> **Exercise goal**: From the first line to the last, restate the records word for word, skipping the pictures.

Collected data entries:
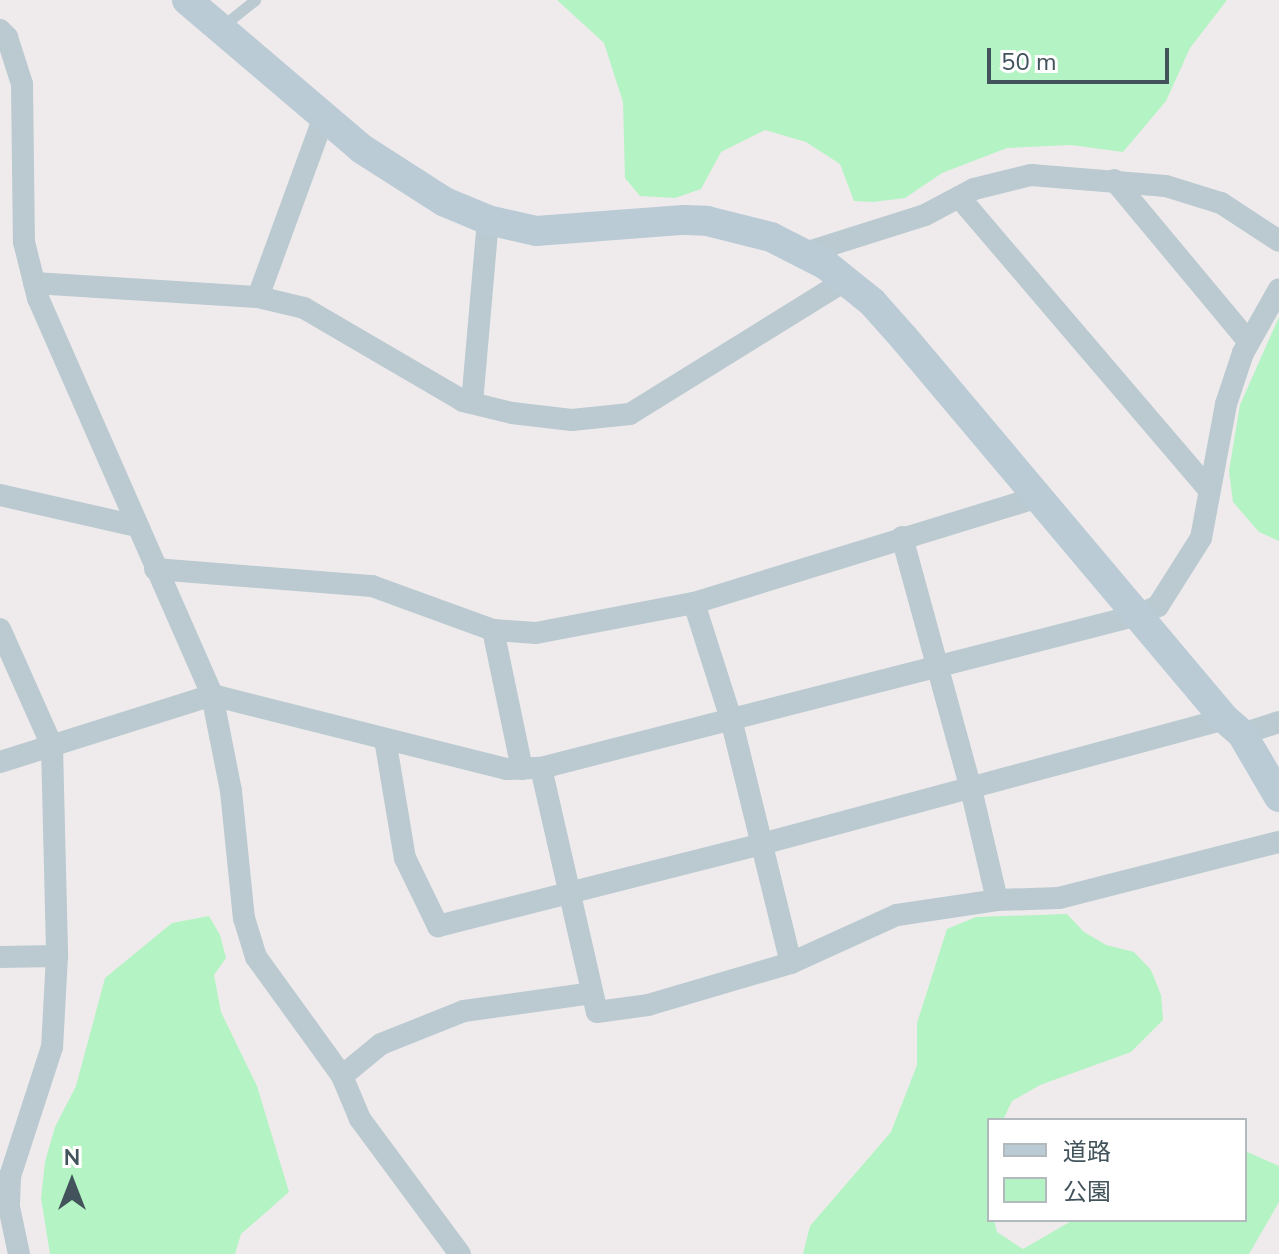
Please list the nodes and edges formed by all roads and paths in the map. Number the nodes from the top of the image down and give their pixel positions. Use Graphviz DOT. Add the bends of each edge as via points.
graph roads {
  1 [pos="187,0"];
  2 [pos="255,0"];
  3 [pos="220,28"];
  4 [pos="0,30"];
  5 [pos="323,119"];
  6 [pos="1114,180"];
  7 [pos="959,197"];
  8 [pos="488,220"];
  9 [pos="1279,241"];
  10 [pos="805,253"];
  11 [pos="846,280"];
  12 [pos="34,283"];
  13 [pos="1279,289"];
  14 [pos="258,297"];
  15 [pos="1249,342"];
  16 [pos="472,403"];
  17 [pos="1209,490"];
  18 [pos="0,495"];
  19 [pos="1038,497"];
  20 [pos="136,526"];
  21 [pos="902,537"];
  22 [pos="155,569"];
  23 [pos="694,603"];
  24 [pos="1138,615"];
  25 [pos="0,629"];
  26 [pos="493,630"];
  27 [pos="938,666"];
  28 [pos="212,695"];
  29 [pos="731,719"];
  30 [pos="1279,722"];
  31 [pos="1233,726"];
  32 [pos="385,739"];
  33 [pos="52,746"];
  34 [pos="0,762"];
  35 [pos="531,769"];
  36 [pos="971,789"];
  37 [pos="1279,797"];
  38 [pos="1279,842"];
  39 [pos="762,844"];
  40 [pos="570,893"];
  41 [pos="997,900"];
  42 [pos="57,956"];
  43 [pos="0,957"];
  44 [pos="791,963"];
  45 [pos="592,993"];
  46 [pos="342,1076"];
  47 [pos="11,1243"];
  48 [pos="460,1254"];
  1 -- 3 [label="street"];
  2 -- 3 [label="lane"];
  3 -- 5 [label="street"];
  4 -- 12 [label="street" via="22,84 24,242"];
  5 -- 8 [label="street" via="401,176"];
  5 -- 14 [label="street"];
  6 -- 7 [label="street" via="1031,175"];
  6 -- 9 [label="street" via="1166,186 1221,203"];
  6 -- 15 [label="street"];
  7 -- 10 [label="street" via="925,215"];
  7 -- 17 [label="street"];
  8 -- 10 [label="street" via="536,231 707,221 771,237"];
  8 -- 16 [label="street"];
  10 -- 11 [label="street"];
  11 -- 16 [label="street" via="630,414 572,420"];
  11 -- 19 [label="street" via="904,338"];
  12 -- 14 [label="street"];
  12 -- 20 [label="street"];
  13 -- 15 [label="street"];
  14 -- 16 [label="street" via="304,308"];
  15 -- 17 [label="street" via="1226,404"];
  17 -- 24 [label="street" via="1201,538 1158,606"];
  18 -- 20 [label="street"];
  19 -- 21 [label="street"];
  19 -- 24 [label="street"];
  20 -- 22 [label="street"];
  21 -- 23 [label="street"];
  21 -- 27 [label="street"];
  22 -- 26 [label="street" via="372,586"];
  22 -- 28 [label="street"];
  23 -- 26 [label="street" via="536,633"];
  23 -- 29 [label="street"];
  24 -- 27 [label="street"];
  24 -- 31 [label="street"];
  25 -- 33 [label="street"];
  26 -- 35 [label="street"];
  27 -- 29 [label="street"];
  27 -- 36 [label="street"];
  28 -- 32 [label="street"];
  28 -- 33 [label="street"];
  28 -- 46 [label="street" via="231,791 244,918 256,957"];
  29 -- 35 [label="street"];
  29 -- 39 [label="street"];
  30 -- 31 [label="street"];
  31 -- 36 [label="street"];
  31 -- 37 [label="street"];
  32 -- 35 [label="street" via="506,769"];
  32 -- 40 [label="street" via="405,858 438,926"];
  33 -- 34 [label="street"];
  33 -- 42 [label="street"];
  35 -- 40 [label="street"];
  36 -- 39 [label="street"];
  36 -- 41 [label="street"];
  38 -- 41 [label="street" via="1059,898"];
  39 -- 40 [label="street"];
  39 -- 44 [label="street"];
  40 -- 45 [label="street"];
  41 -- 44 [label="street" via="897,915"];
  42 -- 43 [label="street"];
  42 -- 47 [label="street" via="52,1047 10,1176"];
  44 -- 45 [label="street" via="648,1005 597,1012"];
  45 -- 46 [label="street" via="464,1011 381,1044"];
  46 -- 48 [label="street" via="360,1119"];
}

> **Solution to the exercise**:
Please list the nodes and edges formed by all roads and paths in the map. Number the nodes from the top of the image down and give their pixel positions. Use Graphviz DOT. Add the bends of each edge as via points.
graph roads {
  1 [pos="187,0"];
  2 [pos="255,0"];
  3 [pos="220,28"];
  4 [pos="0,30"];
  5 [pos="323,119"];
  6 [pos="1114,180"];
  7 [pos="959,197"];
  8 [pos="488,220"];
  9 [pos="1279,241"];
  10 [pos="805,253"];
  11 [pos="846,280"];
  12 [pos="34,283"];
  13 [pos="1279,289"];
  14 [pos="258,297"];
  15 [pos="1249,342"];
  16 [pos="472,403"];
  17 [pos="1209,490"];
  18 [pos="0,495"];
  19 [pos="1038,497"];
  20 [pos="136,526"];
  21 [pos="902,537"];
  22 [pos="155,569"];
  23 [pos="694,603"];
  24 [pos="1138,615"];
  25 [pos="0,629"];
  26 [pos="493,630"];
  27 [pos="938,666"];
  28 [pos="212,695"];
  29 [pos="731,719"];
  30 [pos="1279,722"];
  31 [pos="1233,726"];
  32 [pos="385,739"];
  33 [pos="52,746"];
  34 [pos="0,762"];
  35 [pos="531,769"];
  36 [pos="971,789"];
  37 [pos="1279,797"];
  38 [pos="1279,842"];
  39 [pos="762,844"];
  40 [pos="570,893"];
  41 [pos="997,900"];
  42 [pos="57,956"];
  43 [pos="0,957"];
  44 [pos="791,963"];
  45 [pos="592,993"];
  46 [pos="342,1076"];
  47 [pos="11,1243"];
  48 [pos="460,1254"];
  1 -- 3 [label="street"];
  2 -- 3 [label="lane"];
  3 -- 5 [label="street"];
  4 -- 12 [label="street" via="22,84 24,242"];
  5 -- 8 [label="street" via="401,176"];
  5 -- 14 [label="street"];
  6 -- 7 [label="street" via="1031,175"];
  6 -- 9 [label="street" via="1166,186 1221,203"];
  6 -- 15 [label="street"];
  7 -- 10 [label="street" via="925,215"];
  7 -- 17 [label="street"];
  8 -- 10 [label="street" via="536,231 707,221 771,237"];
  8 -- 16 [label="street"];
  10 -- 11 [label="street"];
  11 -- 16 [label="street" via="630,414 572,420"];
  11 -- 19 [label="street" via="904,338"];
  12 -- 14 [label="street"];
  12 -- 20 [label="street"];
  13 -- 15 [label="street"];
  14 -- 16 [label="street" via="304,308"];
  15 -- 17 [label="street" via="1226,404"];
  17 -- 24 [label="street" via="1201,538 1158,606"];
  18 -- 20 [label="street"];
  19 -- 21 [label="street"];
  19 -- 24 [label="street"];
  20 -- 22 [label="street"];
  21 -- 23 [label="street"];
  21 -- 27 [label="street"];
  22 -- 26 [label="street" via="372,586"];
  22 -- 28 [label="street"];
  23 -- 26 [label="street" via="536,633"];
  23 -- 29 [label="street"];
  24 -- 27 [label="street"];
  24 -- 31 [label="street"];
  25 -- 33 [label="street"];
  26 -- 35 [label="street"];
  27 -- 29 [label="street"];
  27 -- 36 [label="street"];
  28 -- 32 [label="street"];
  28 -- 33 [label="street"];
  28 -- 46 [label="street" via="231,791 244,918 256,957"];
  29 -- 35 [label="street"];
  29 -- 39 [label="street"];
  30 -- 31 [label="street"];
  31 -- 36 [label="street"];
  31 -- 37 [label="street"];
  32 -- 35 [label="street" via="506,769"];
  32 -- 40 [label="street" via="405,858 438,926"];
  33 -- 34 [label="street"];
  33 -- 42 [label="street"];
  35 -- 40 [label="street"];
  36 -- 39 [label="street"];
  36 -- 41 [label="street"];
  38 -- 41 [label="street" via="1059,898"];
  39 -- 40 [label="street"];
  39 -- 44 [label="street"];
  40 -- 45 [label="street"];
  41 -- 44 [label="street" via="897,915"];
  42 -- 43 [label="street"];
  42 -- 47 [label="street" via="52,1047 10,1176"];
  44 -- 45 [label="street" via="648,1005 597,1012"];
  45 -- 46 [label="street" via="464,1011 381,1044"];
  46 -- 48 [label="street" via="360,1119"];
}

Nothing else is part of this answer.